Posted by Christ_empowered on November 18, 2020, at 20:37:37
In reply to Would you even add a sixth psychmed here?, posted by Lamdage22 on November 18, 2020, at 5:51:47
id really 1st see about a slow and steady reduction in neuroleptic load, if possible and OK with a good doctor. to that end...
if its OK, then maybe an as needed sedative of whatever sort, during the dosage reduction and for a time after wards, while your brain readjusts?
that's just me. not to nitpick your treatment providers or whatever, but you seem to be on a relatively high doses of 2 different newer neuroleptics. every day.
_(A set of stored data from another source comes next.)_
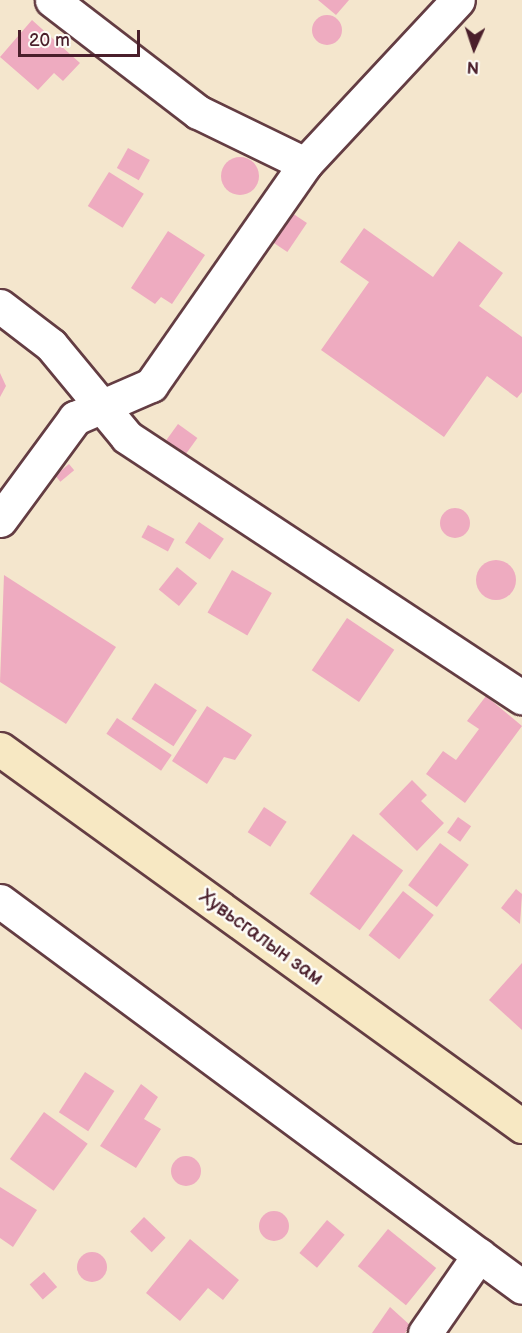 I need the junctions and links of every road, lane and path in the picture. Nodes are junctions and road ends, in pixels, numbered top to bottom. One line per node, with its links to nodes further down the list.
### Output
1 (52, 0): 3 (street)
2 (458, 0): 3 (street)
3 (305, 164): 5 (street)
4 (0, 306): 5 (street)
5 (104, 406): 6 (street); 7 (street)
6 (0, 520)
7 (522, 697)
8 (0, 750): 10 (main road, Хувьсгалын зам)
9 (0, 901): 11 (street)
10 (522, 1126)
11 (479, 1255): 12 (street); 13 (street)
12 (522, 1287)
13 (425, 1333) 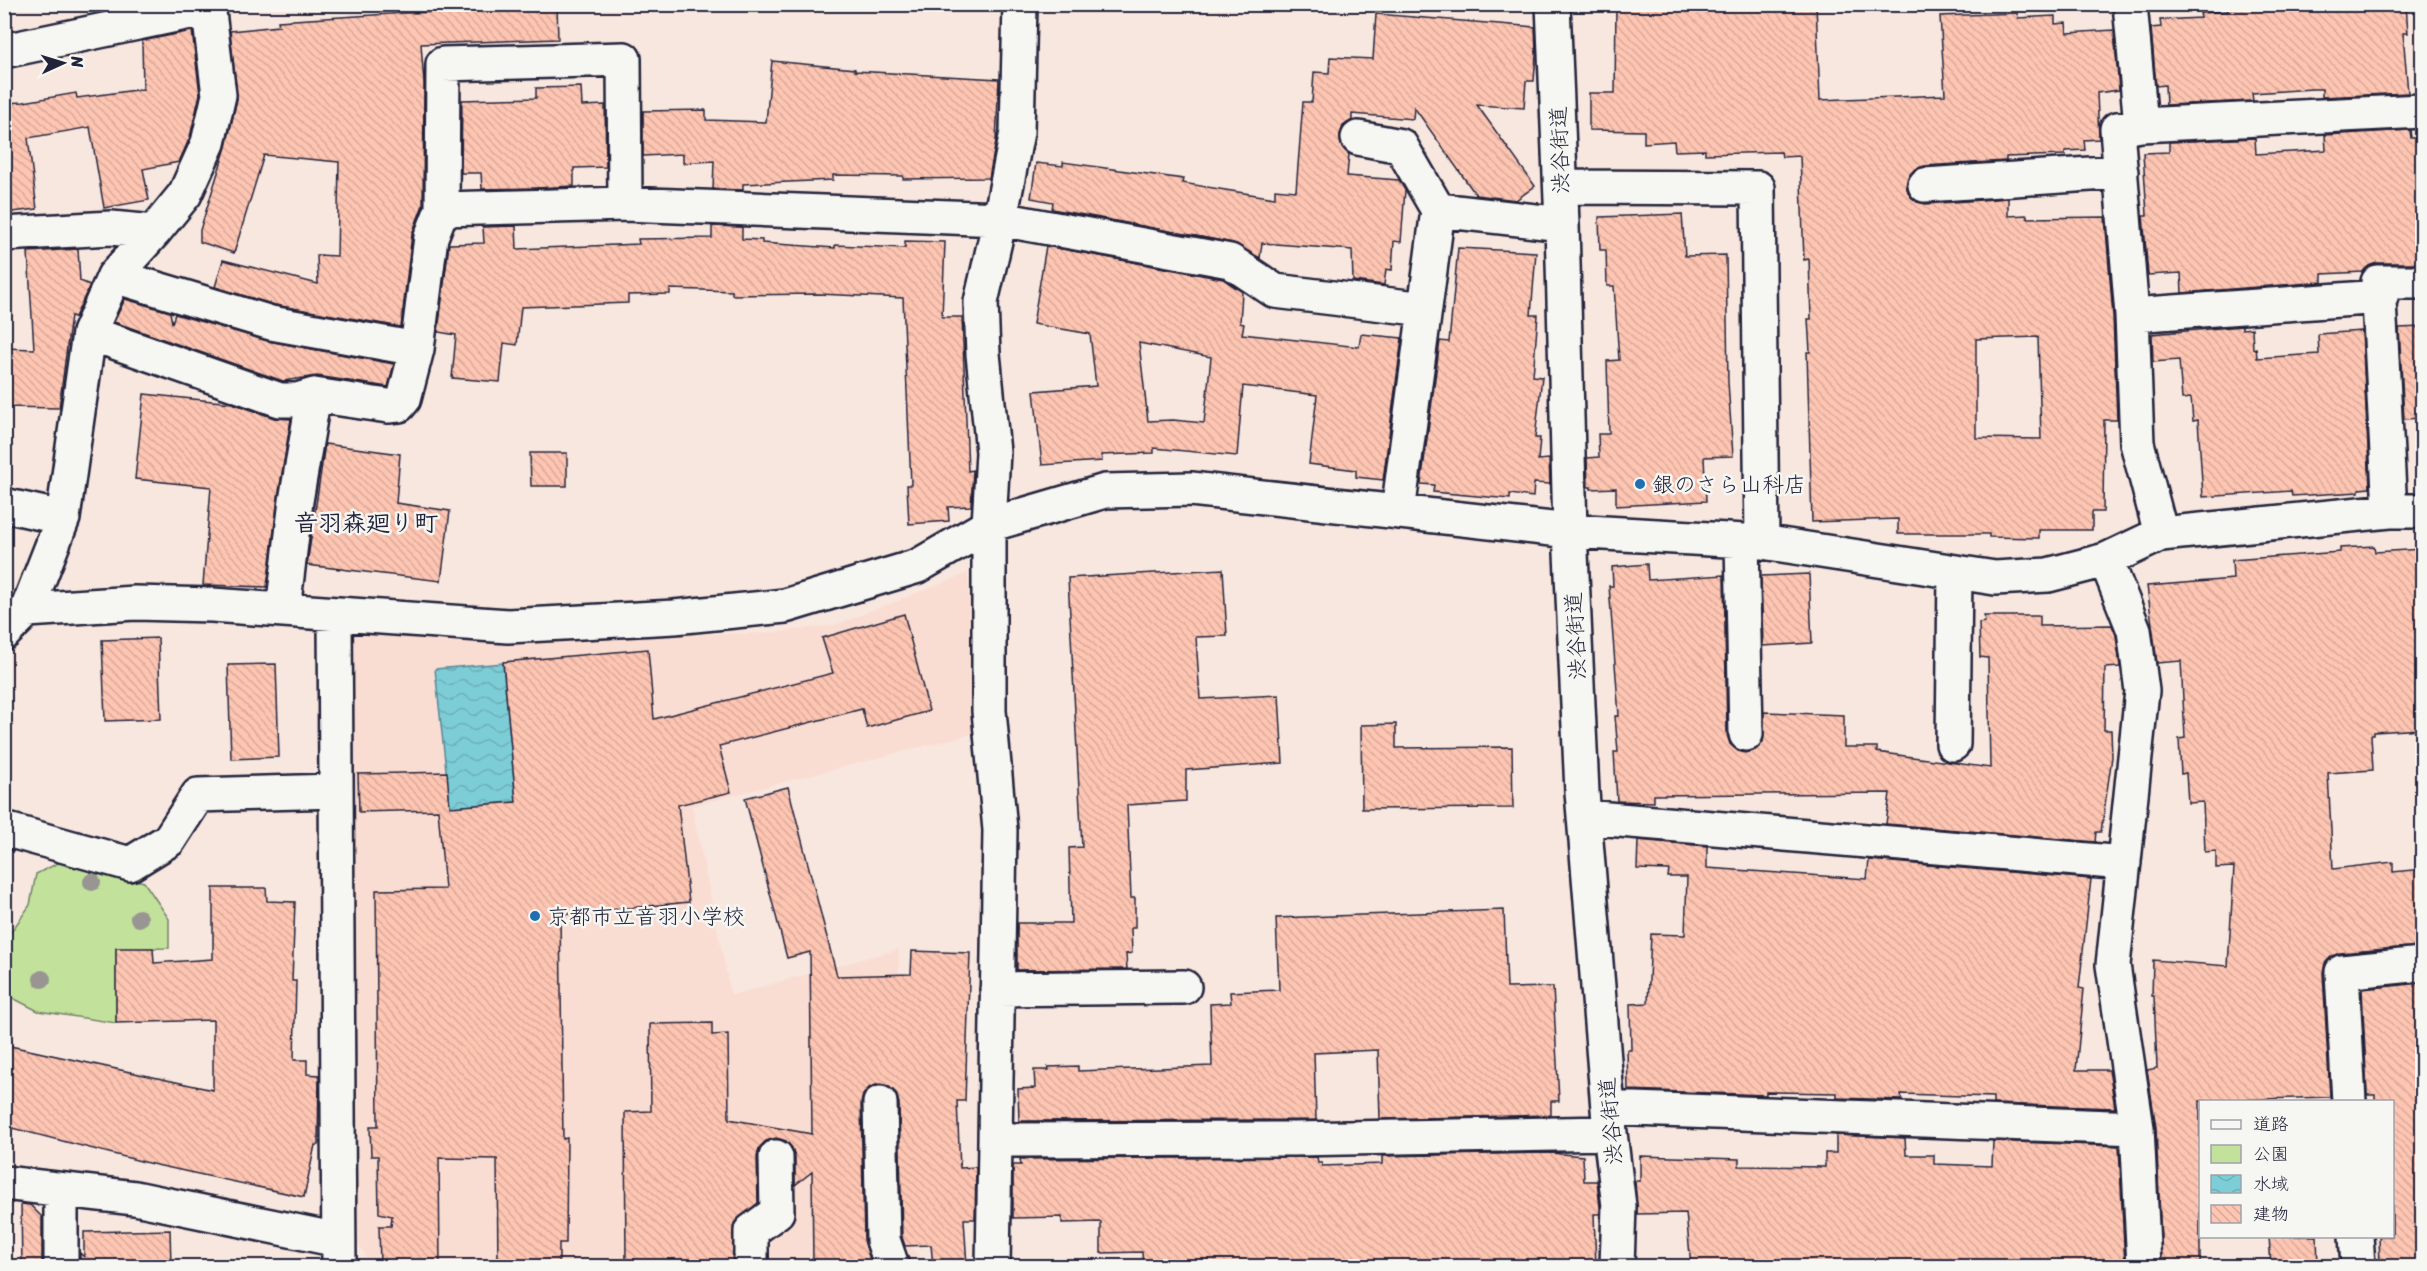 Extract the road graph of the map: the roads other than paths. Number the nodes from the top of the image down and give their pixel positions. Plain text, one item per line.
1 (1020, 4) edge
2 (1553, 4) edge
3 (2130, 4) edge
4 (208, 6) edge
5 (4, 51) edge
6 (2422, 111) edge
7 (2141, 125) junction
8 (1358, 138) dead end
9 (2121, 172) junction
10 (1925, 185) dead end
11 (1561, 187) junction
12 (625, 204) junction
13 (442, 209) junction
14 (1438, 210) junction
15 (1000, 219) junction
16 (1562, 224) junction
17 (154, 232) junction
18 (4, 234) edge
19 (114, 276) junction
20 (2422, 282) edge
21 (2381, 297) junction
22 (1425, 309) junction
23 (2132, 315) junction
24 (89, 333) junction
25 (417, 349) junction
26 (314, 395) junction
27 (4, 505) edge
28 (2390, 511) junction
29 (2422, 511) edge
30 (1398, 512) junction
31 (63, 518) junction
32 (989, 525) junction
33 (1570, 531) junction
34 (2161, 534) junction
35 (1752, 542) junction
36 (2106, 560) junction
37 (1955, 572) junction
38 (27, 610) junction
39 (282, 610) junction
40 (335, 614) junction
41 (4, 633) edge
42 (1746, 734) dead end
43 (1953, 744) dead end
44 (336, 791) junction
45 (1584, 817) junction
46 (4, 829) edge
47 (2124, 862) junction
48 (2422, 964) edge
49 (1184, 987) dead end
50 (997, 989) junction
51 (2349, 1100) edge
52 (880, 1102) dead end
53 (1609, 1120) junction
54 (2137, 1128) junction
55 (995, 1140) junction
56 (776, 1156) dead end
57 (4, 1183) edge
58 (61, 1190) junction
59 (2356, 1238) edge
60 (338, 1253) edge
61 (61, 1266) edge
62 (752, 1266) edge
63 (892, 1266) edge
64 (993, 1266) edge
65 (1617, 1266) edge
66 (2144, 1266) edge
67 (2358, 1266) edge

1 - 15 street
2 - 11 street, 渋谷街道
3 - 7 street
4 - 5 street
4 - 17 street
6 - 7 street
7 - 9 street
8 - 14 street
9 - 10 street
9 - 23 street
11 - 16 street, 渋谷街道
11 - 35 street
12 - 13 street
12 - 13 street
12 - 15 street
13 - 25 street
14 - 16 street
14 - 22 street
15 - 22 street
15 - 32 street
16 - 33 street, 渋谷街道
17 - 18 street
17 - 19 street
19 - 24 street
19 - 25 street
20 - 21 street
21 - 23 street
21 - 28 street
22 - 30 street
23 - 34 street
24 - 26 street
24 - 31 street
25 - 26 street
26 - 39 street
27 - 31 street
28 - 29 street
28 - 34 street
30 - 32 street
30 - 33 street
31 - 38 street
32 - 40 street
32 - 50 street
33 - 35 street
33 - 45 street, 渋谷街道
34 - 36 street
35 - 37 street
35 - 42 street
36 - 37 street
36 - 47 street
37 - 43 street
38 - 39 street
38 - 41 street
39 - 40 street
40 - 44 street
44 - 46 street
44 - 60 street
45 - 47 street
45 - 53 street, 渋谷街道
47 - 54 street
48 - 51 street
49 - 50 street
50 - 55 street
52 - 63 street
53 - 54 street
53 - 55 street
53 - 65 street, 渋谷街道
54 - 66 street
55 - 64 street
56 - 62 street
57 - 58 street
58 - 60 street
58 - 61 street
59 - 67 street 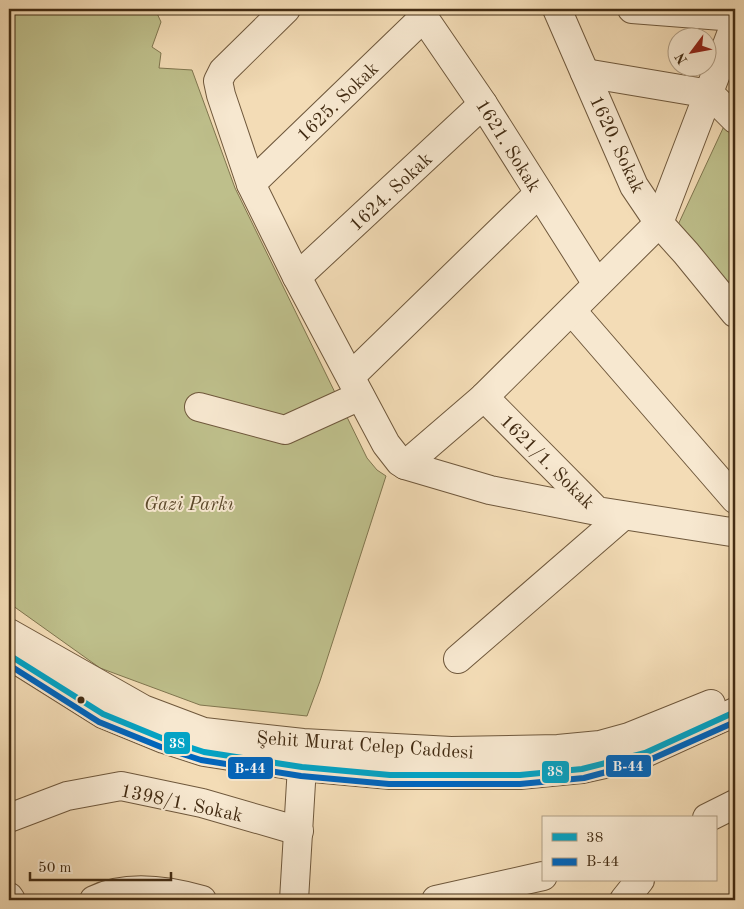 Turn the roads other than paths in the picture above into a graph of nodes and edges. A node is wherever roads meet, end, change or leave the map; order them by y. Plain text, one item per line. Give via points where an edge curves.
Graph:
1 (286, 9) edge
2 (557, 9) edge
3 (632, 9) edge
4 (420, 13) edge
5 (735, 17) edge
6 (735, 24) edge
7 (586, 72) junction
8 (710, 94) junction
9 (484, 104) junction
10 (735, 119) edge
11 (251, 184) junction
12 (539, 193) junction
13 (660, 223) junction
14 (297, 277) junction
15 (597, 284) junction
16 (572, 311) junction
17 (735, 313) edge
18 (355, 386) junction
19 (484, 397) junction
20 (200, 407) dead end
21 (405, 465) junction
22 (735, 499) edge
23 (610, 514) junction
24 (735, 530) edge
25 (9, 633) edge
26 (9, 655) edge
27 (458, 659) dead end
28 (735, 694) edge
29 (735, 712) edge
30 (303, 755) junction
31 (735, 804) edge
32 (711, 816) edge
33 (9, 818) edge
34 (299, 831) junction
35 (542, 876) edge
36 (9, 897) edge
37 (10, 900) edge
38 (94, 900) edge
39 (202, 900) edge
40 (294, 900) edge
41 (436, 900) edge

1 - 11 street via 223,71 218,81
2 - 7 street, 1620. Sokak
3 - 5 street
4 - 9 street, 1621. Sokak
4 - 11 street, 1625. Sokak
6 - 8 street
7 - 8 street
7 - 13 street, 1620. Sokak via 634,186
8 - 10 street
8 - 13 street
9 - 12 street, 1621. Sokak
9 - 14 street, 1624. Sokak
11 - 14 street
12 - 15 street, 1621. Sokak
12 - 18 street
13 - 15 street
13 - 17 street, 1620. Sokak
14 - 18 street
15 - 16 street
16 - 19 street
16 - 22 street
18 - 20 street via 285,430
18 - 21 street via 386,444
19 - 21 street
19 - 23 street, 1621/1. Sokak
21 - 23 street via 490,490
23 - 24 street
23 - 27 street
25 - 30 street, Şehit Murat Celep Caddesi via 143,709 204,732
26 - 30 street, Şehit Murat Celep Caddesi via 103,714 164,739 204,752
28 - 30 street, Şehit Murat Celep Caddesi via 629,737 592,746 519,751
29 - 30 street, Şehit Murat Celep Caddesi via 645,753 582,769 520,775 390,775
30 - 34 street
31 - 32 street
33 - 34 street, 1398/1. Sokak via 67,796 121,786 202,803
34 - 40 street
35 - 41 street
36 - 37 street
38 - 39 street via 140,890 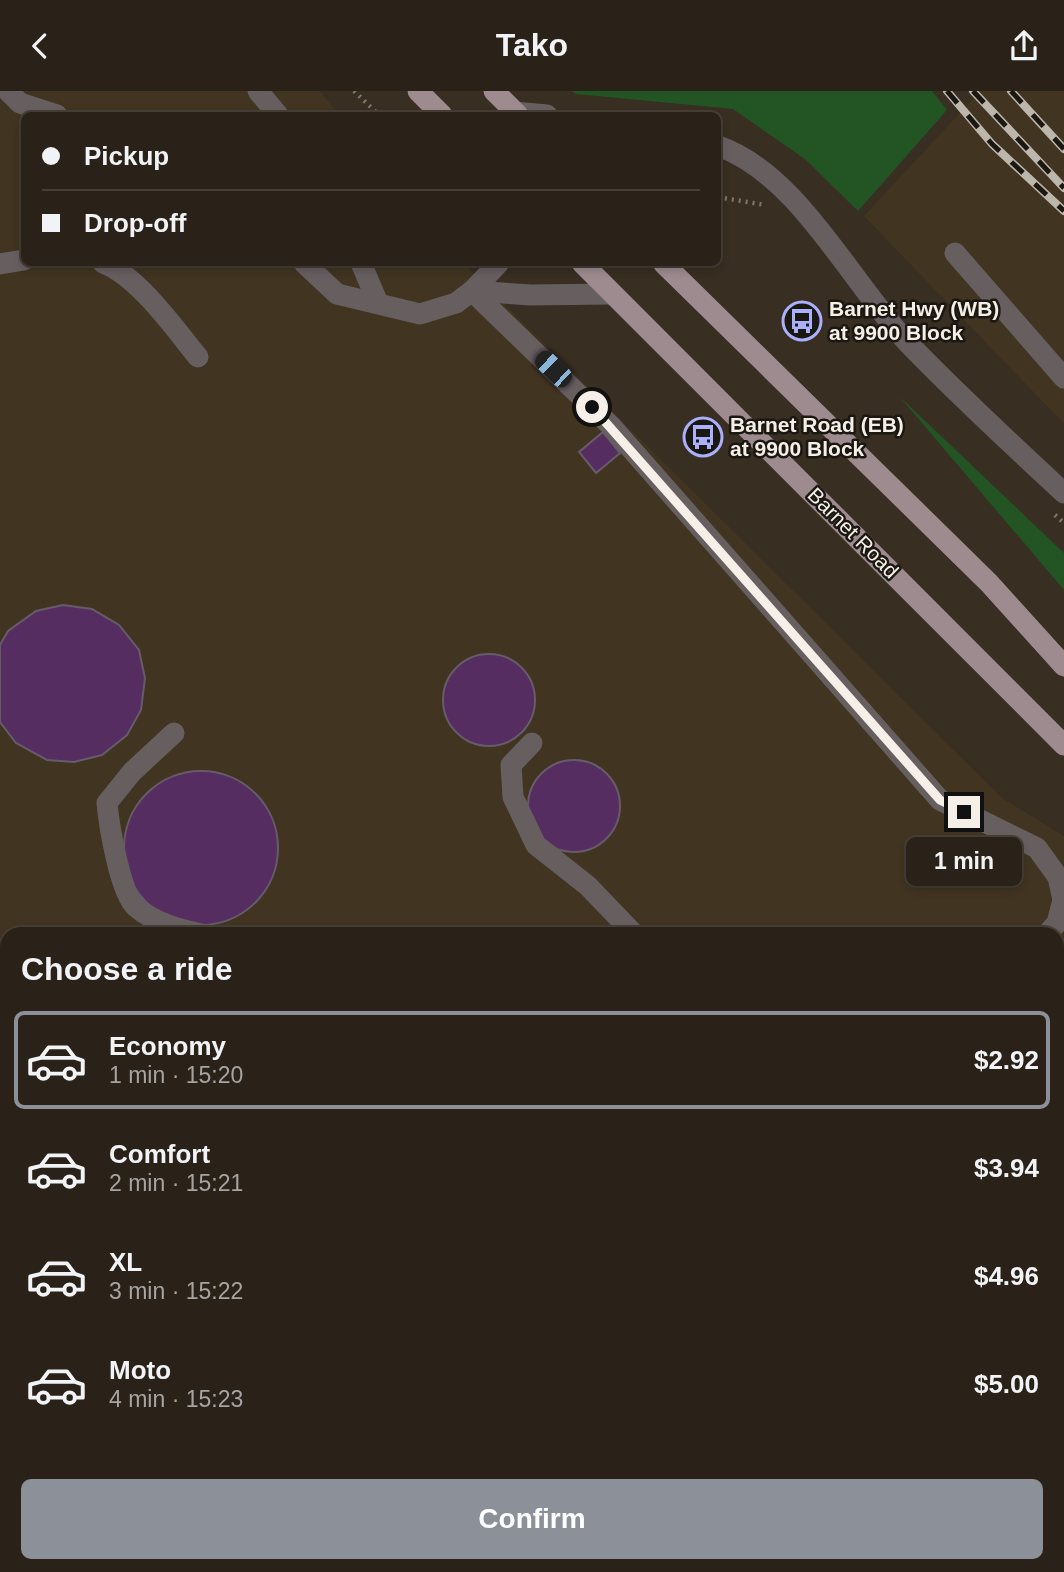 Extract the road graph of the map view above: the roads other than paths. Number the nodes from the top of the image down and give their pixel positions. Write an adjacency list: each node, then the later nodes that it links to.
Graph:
1 (8, 91): 5 (lane)
2 (258, 91): 6 (lane)
3 (418, 91): 7 (main road)
4 (494, 91): 8 (main road)
5 (48, 112)
6 (276, 112)
7 (439, 112)
8 (515, 112)
9 (721, 147): 24 (lane)
10 (955, 253): 23 (lane)
11 (21, 260): 12 (lane)
12 (0, 264)
13 (112, 266): 22 (lane)
14 (307, 266): 21 (lane)
15 (362, 266): 21 (lane)
16 (496, 266): 19 (lane)
17 (585, 266): 20 (main road, Barnet Road)
18 (673, 267): 25 (main road)
19 (472, 291): 20 (lane); 21 (lane); 29 (lane)
20 (610, 294): 28 (main road, Barnet Road)
21 (378, 303)
22 (198, 357)
23 (1064, 378)
24 (1064, 493)
25 (1064, 666)
26 (174, 733): 30 (lane)
27 (532, 743): 31 (lane)
28 (1064, 745)
29 (1057, 866): 32 (lane)
30 (169, 927)
31 (627, 927)
32 (1053, 927)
i read a little tidbit somewhere that animal studies had suggested that using lamictal with neuroleptics reduces D2 upregulation, which I would think might make it easier to stay on a steady no (no escalation) or even reduce a bit (maybe?), but that's just from memory and it was just animal data, not anything from people.
other thought...random reading, here and there, on 'tardive psychosis' (not trying to scare you...applies to me, too, plus however many people are on the neuroleptics for...whatever indication...) has me tempted to ask for some kind of anticonvulsant, but...
ugh. even lamictal, trileptal...not without adverse effects, risks, drug-drug interactions. phenytoin? why?